What to produce – Each line that contains the word "Nueva" is to be copied from the records below.

Given information –
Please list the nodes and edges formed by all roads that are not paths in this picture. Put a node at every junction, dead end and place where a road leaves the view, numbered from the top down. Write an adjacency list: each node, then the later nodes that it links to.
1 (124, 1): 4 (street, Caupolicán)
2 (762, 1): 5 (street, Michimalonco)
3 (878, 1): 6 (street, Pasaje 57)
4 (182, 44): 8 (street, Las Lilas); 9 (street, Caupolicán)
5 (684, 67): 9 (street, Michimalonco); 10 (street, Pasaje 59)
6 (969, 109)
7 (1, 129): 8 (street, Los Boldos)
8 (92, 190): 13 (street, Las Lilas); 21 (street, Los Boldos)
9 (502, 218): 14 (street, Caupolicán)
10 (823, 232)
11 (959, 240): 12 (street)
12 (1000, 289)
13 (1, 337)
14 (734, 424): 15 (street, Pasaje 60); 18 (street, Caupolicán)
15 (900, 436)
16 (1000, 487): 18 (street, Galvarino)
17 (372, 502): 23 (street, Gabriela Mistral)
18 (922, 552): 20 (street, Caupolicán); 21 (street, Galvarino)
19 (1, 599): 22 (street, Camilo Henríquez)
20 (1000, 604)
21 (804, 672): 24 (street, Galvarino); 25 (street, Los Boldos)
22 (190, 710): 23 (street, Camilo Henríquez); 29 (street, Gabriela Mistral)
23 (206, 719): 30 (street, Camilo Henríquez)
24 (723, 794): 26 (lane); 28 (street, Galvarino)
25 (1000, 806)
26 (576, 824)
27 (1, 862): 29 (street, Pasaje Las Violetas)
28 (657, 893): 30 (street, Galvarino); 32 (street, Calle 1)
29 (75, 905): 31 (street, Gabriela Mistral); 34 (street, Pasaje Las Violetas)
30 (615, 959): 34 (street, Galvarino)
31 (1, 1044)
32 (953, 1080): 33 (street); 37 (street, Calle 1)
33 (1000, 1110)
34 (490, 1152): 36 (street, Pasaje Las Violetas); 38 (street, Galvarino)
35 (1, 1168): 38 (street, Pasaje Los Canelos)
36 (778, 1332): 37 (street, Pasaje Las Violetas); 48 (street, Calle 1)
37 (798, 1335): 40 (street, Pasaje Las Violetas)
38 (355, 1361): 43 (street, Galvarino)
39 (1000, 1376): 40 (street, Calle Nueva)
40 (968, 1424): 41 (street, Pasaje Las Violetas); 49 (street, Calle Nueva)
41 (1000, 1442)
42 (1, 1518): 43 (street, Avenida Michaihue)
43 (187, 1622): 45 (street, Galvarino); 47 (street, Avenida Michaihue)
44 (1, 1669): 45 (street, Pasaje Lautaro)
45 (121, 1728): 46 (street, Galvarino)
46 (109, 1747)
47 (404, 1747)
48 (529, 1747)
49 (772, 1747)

Answer to this exercise –
39 (1000, 1376): 40 (street, Calle Nueva)
40 (968, 1424): 41 (street, Pasaje Las Violetas); 49 (street, Calle Nueva)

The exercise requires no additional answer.